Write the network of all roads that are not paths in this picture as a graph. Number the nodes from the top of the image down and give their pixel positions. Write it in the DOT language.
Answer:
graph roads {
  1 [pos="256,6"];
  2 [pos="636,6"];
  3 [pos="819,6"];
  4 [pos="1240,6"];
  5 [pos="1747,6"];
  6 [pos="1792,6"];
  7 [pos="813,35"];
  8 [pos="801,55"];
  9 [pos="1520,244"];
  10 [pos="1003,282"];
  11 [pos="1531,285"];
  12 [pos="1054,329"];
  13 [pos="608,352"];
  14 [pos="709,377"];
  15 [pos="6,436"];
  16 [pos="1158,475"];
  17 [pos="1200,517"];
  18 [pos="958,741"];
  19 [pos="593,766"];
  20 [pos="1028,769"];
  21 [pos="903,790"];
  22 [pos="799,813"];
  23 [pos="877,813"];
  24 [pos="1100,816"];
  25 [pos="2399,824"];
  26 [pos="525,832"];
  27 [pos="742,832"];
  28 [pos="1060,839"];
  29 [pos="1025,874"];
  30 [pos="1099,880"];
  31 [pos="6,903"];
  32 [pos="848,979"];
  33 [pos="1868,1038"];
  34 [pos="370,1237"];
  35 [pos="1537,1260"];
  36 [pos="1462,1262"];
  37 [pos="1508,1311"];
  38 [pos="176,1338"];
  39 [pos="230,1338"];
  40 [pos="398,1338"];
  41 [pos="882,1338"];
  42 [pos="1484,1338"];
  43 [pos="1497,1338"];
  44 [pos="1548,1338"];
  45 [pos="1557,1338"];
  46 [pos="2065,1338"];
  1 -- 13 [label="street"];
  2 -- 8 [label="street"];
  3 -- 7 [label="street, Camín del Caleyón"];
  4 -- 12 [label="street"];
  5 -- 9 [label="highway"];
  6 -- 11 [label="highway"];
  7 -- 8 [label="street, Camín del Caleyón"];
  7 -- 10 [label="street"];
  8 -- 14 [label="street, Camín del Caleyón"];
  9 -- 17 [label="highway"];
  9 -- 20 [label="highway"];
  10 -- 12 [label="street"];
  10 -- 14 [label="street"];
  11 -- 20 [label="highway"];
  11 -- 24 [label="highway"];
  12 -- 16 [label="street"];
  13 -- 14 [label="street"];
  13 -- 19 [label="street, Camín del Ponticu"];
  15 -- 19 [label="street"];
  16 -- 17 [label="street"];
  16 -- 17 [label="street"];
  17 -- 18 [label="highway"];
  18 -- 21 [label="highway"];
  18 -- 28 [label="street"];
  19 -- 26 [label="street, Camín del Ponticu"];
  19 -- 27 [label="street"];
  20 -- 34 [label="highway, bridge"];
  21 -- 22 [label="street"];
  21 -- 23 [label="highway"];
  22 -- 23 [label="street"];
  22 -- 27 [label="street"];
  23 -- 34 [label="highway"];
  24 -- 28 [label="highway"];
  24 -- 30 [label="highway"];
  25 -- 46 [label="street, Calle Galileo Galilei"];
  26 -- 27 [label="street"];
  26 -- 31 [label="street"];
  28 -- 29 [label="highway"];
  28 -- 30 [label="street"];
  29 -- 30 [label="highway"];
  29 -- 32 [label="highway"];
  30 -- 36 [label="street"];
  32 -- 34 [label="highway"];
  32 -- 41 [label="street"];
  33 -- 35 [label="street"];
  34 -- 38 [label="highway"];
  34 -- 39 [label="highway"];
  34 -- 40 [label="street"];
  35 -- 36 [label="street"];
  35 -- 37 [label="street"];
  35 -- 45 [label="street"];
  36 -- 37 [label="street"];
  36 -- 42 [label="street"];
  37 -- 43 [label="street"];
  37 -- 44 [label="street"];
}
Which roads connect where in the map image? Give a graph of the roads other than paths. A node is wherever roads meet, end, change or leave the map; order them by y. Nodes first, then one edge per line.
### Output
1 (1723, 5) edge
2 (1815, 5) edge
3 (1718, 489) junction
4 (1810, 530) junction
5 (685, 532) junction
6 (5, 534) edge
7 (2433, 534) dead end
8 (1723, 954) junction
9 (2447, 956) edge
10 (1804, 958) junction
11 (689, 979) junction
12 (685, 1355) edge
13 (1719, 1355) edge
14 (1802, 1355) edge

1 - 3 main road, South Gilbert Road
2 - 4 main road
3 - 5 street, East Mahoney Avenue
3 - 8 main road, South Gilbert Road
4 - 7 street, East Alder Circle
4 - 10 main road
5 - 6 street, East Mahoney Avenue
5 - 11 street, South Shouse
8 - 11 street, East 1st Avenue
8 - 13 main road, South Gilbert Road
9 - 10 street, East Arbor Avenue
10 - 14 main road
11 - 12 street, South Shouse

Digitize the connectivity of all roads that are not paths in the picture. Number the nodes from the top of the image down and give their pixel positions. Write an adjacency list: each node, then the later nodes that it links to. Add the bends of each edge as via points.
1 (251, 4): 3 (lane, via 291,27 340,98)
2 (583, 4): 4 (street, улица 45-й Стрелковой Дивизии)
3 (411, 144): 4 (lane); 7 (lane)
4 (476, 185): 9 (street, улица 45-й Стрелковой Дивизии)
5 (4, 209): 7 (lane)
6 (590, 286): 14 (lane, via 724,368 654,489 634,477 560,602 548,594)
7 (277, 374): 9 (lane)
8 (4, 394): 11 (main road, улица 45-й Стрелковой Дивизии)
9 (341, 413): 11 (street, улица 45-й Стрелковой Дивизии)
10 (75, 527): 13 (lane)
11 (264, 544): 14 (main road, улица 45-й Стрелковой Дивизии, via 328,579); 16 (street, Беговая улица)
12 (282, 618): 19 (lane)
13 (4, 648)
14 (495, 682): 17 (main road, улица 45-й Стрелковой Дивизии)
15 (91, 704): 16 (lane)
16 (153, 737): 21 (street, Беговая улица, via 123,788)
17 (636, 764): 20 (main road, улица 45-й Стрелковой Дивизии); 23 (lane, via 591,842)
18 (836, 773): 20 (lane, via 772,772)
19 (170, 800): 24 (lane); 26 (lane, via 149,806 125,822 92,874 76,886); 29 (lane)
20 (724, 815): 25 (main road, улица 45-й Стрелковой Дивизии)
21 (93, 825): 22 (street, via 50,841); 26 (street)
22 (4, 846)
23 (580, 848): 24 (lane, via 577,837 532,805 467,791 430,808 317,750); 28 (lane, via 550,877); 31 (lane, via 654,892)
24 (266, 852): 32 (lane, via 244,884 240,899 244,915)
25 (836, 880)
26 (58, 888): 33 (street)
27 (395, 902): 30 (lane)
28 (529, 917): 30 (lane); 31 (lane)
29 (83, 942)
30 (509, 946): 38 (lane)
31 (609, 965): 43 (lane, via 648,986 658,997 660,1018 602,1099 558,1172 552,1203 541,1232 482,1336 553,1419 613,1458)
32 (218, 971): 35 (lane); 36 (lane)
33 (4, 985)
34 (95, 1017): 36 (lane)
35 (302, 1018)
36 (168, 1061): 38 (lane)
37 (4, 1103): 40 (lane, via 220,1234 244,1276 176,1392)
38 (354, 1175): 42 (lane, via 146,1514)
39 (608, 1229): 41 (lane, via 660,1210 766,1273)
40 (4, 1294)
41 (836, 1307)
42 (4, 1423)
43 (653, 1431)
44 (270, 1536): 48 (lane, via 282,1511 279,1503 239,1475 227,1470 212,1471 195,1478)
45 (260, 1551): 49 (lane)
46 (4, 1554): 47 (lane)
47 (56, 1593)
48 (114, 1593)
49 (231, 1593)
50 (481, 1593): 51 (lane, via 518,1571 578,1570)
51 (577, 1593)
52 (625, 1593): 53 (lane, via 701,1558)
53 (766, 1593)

·····

YOUR OBJECTIVE =>
Nothing above should be left out; write out every record exactly.

ANSWER SECTION =>
Write the network of all roads that are not paths in this picture as a graph. Number the nodes from the top of the image down and give their pixel positions. Write it in the DOT language.
Answer:
graph roads {
  1 [pos="256,6"];
  2 [pos="636,6"];
  3 [pos="819,6"];
  4 [pos="1240,6"];
  5 [pos="1747,6"];
  6 [pos="1792,6"];
  7 [pos="813,35"];
  8 [pos="801,55"];
  9 [pos="1520,244"];
  10 [pos="1003,282"];
  11 [pos="1531,285"];
  12 [pos="1054,329"];
  13 [pos="608,352"];
  14 [pos="709,377"];
  15 [pos="6,436"];
  16 [pos="1158,475"];
  17 [pos="1200,517"];
  18 [pos="958,741"];
  19 [pos="593,766"];
  20 [pos="1028,769"];
  21 [pos="903,790"];
  22 [pos="799,813"];
  23 [pos="877,813"];
  24 [pos="1100,816"];
  25 [pos="2399,824"];
  26 [pos="525,832"];
  27 [pos="742,832"];
  28 [pos="1060,839"];
  29 [pos="1025,874"];
  30 [pos="1099,880"];
  31 [pos="6,903"];
  32 [pos="848,979"];
  33 [pos="1868,1038"];
  34 [pos="370,1237"];
  35 [pos="1537,1260"];
  36 [pos="1462,1262"];
  37 [pos="1508,1311"];
  38 [pos="176,1338"];
  39 [pos="230,1338"];
  40 [pos="398,1338"];
  41 [pos="882,1338"];
  42 [pos="1484,1338"];
  43 [pos="1497,1338"];
  44 [pos="1548,1338"];
  45 [pos="1557,1338"];
  46 [pos="2065,1338"];
  1 -- 13 [label="street"];
  2 -- 8 [label="street"];
  3 -- 7 [label="street, Camín del Caleyón"];
  4 -- 12 [label="street"];
  5 -- 9 [label="highway"];
  6 -- 11 [label="highway"];
  7 -- 8 [label="street, Camín del Caleyón"];
  7 -- 10 [label="street"];
  8 -- 14 [label="street, Camín del Caleyón"];
  9 -- 17 [label="highway"];
  9 -- 20 [label="highway"];
  10 -- 12 [label="street"];
  10 -- 14 [label="street"];
  11 -- 20 [label="highway"];
  11 -- 24 [label="highway"];
  12 -- 16 [label="street"];
  13 -- 14 [label="street"];
  13 -- 19 [label="street, Camín del Ponticu"];
  15 -- 19 [label="street"];
  16 -- 17 [label="street"];
  16 -- 17 [label="street"];
  17 -- 18 [label="highway"];
  18 -- 21 [label="highway"];
  18 -- 28 [label="street"];
  19 -- 26 [label="street, Camín del Ponticu"];
  19 -- 27 [label="street"];
  20 -- 34 [label="highway, bridge"];
  21 -- 22 [label="street"];
  21 -- 23 [label="highway"];
  22 -- 23 [label="street"];
  22 -- 27 [label="street"];
  23 -- 34 [label="highway"];
  24 -- 28 [label="highway"];
  24 -- 30 [label="highway"];
  25 -- 46 [label="street, Calle Galileo Galilei"];
  26 -- 27 [label="street"];
  26 -- 31 [label="street"];
  28 -- 29 [label="highway"];
  28 -- 30 [label="street"];
  29 -- 30 [label="highway"];
  29 -- 32 [label="highway"];
  30 -- 36 [label="street"];
  32 -- 34 [label="highway"];
  32 -- 41 [label="street"];
  33 -- 35 [label="street"];
  34 -- 38 [label="highway"];
  34 -- 39 [label="highway"];
  34 -- 40 [label="street"];
  35 -- 36 [label="street"];
  35 -- 37 [label="street"];
  35 -- 45 [label="street"];
  36 -- 37 [label="street"];
  36 -- 42 [label="street"];
  37 -- 43 [label="street"];
  37 -- 44 [label="street"];
}
Which roads connect where in the map image? Give a graph of the roads other than paths. A node is wherever roads meet, end, change or leave the map; order them by y. Nodes first, then one edge per line.
### Output
1 (1723, 5) edge
2 (1815, 5) edge
3 (1718, 489) junction
4 (1810, 530) junction
5 (685, 532) junction
6 (5, 534) edge
7 (2433, 534) dead end
8 (1723, 954) junction
9 (2447, 956) edge
10 (1804, 958) junction
11 (689, 979) junction
12 (685, 1355) edge
13 (1719, 1355) edge
14 (1802, 1355) edge

1 - 3 main road, South Gilbert Road
2 - 4 main road
3 - 5 street, East Mahoney Avenue
3 - 8 main road, South Gilbert Road
4 - 7 street, East Alder Circle
4 - 10 main road
5 - 6 street, East Mahoney Avenue
5 - 11 street, South Shouse
8 - 11 street, East 1st Avenue
8 - 13 main road, South Gilbert Road
9 - 10 street, East Arbor Avenue
10 - 14 main road
11 - 12 street, South Shouse

Digitize the connectivity of all roads that are not paths in the picture. Number the nodes from the top of the image down and give their pixel positions. Write an adjacency list: each node, then the later nodes that it links to. Add the bends of each edge as via points.
1 (251, 4): 3 (lane, via 291,27 340,98)
2 (583, 4): 4 (street, улица 45-й Стрелковой Дивизии)
3 (411, 144): 4 (lane); 7 (lane)
4 (476, 185): 9 (street, улица 45-й Стрелковой Дивизии)
5 (4, 209): 7 (lane)
6 (590, 286): 14 (lane, via 724,368 654,489 634,477 560,602 548,594)
7 (277, 374): 9 (lane)
8 (4, 394): 11 (main road, улица 45-й Стрелковой Дивизии)
9 (341, 413): 11 (street, улица 45-й Стрелковой Дивизии)
10 (75, 527): 13 (lane)
11 (264, 544): 14 (main road, улица 45-й Стрелковой Дивизии, via 328,579); 16 (street, Беговая улица)
12 (282, 618): 19 (lane)
13 (4, 648)
14 (495, 682): 17 (main road, улица 45-й Стрелковой Дивизии)
15 (91, 704): 16 (lane)
16 (153, 737): 21 (street, Беговая улица, via 123,788)
17 (636, 764): 20 (main road, улица 45-й Стрелковой Дивизии); 23 (lane, via 591,842)
18 (836, 773): 20 (lane, via 772,772)
19 (170, 800): 24 (lane); 26 (lane, via 149,806 125,822 92,874 76,886); 29 (lane)
20 (724, 815): 25 (main road, улица 45-й Стрелковой Дивизии)
21 (93, 825): 22 (street, via 50,841); 26 (street)
22 (4, 846)
23 (580, 848): 24 (lane, via 577,837 532,805 467,791 430,808 317,750); 28 (lane, via 550,877); 31 (lane, via 654,892)
24 (266, 852): 32 (lane, via 244,884 240,899 244,915)
25 (836, 880)
26 (58, 888): 33 (street)
27 (395, 902): 30 (lane)
28 (529, 917): 30 (lane); 31 (lane)
29 (83, 942)
30 (509, 946): 38 (lane)
31 (609, 965): 43 (lane, via 648,986 658,997 660,1018 602,1099 558,1172 552,1203 541,1232 482,1336 553,1419 613,1458)
32 (218, 971): 35 (lane); 36 (lane)
33 (4, 985)
34 (95, 1017): 36 (lane)
35 (302, 1018)
36 (168, 1061): 38 (lane)
37 (4, 1103): 40 (lane, via 220,1234 244,1276 176,1392)
38 (354, 1175): 42 (lane, via 146,1514)
39 (608, 1229): 41 (lane, via 660,1210 766,1273)
40 (4, 1294)
41 (836, 1307)
42 (4, 1423)
43 (653, 1431)
44 (270, 1536): 48 (lane, via 282,1511 279,1503 239,1475 227,1470 212,1471 195,1478)
45 (260, 1551): 49 (lane)
46 (4, 1554): 47 (lane)
47 (56, 1593)
48 (114, 1593)
49 (231, 1593)
50 (481, 1593): 51 (lane, via 518,1571 578,1570)
51 (577, 1593)
52 (625, 1593): 53 (lane, via 701,1558)
53 (766, 1593)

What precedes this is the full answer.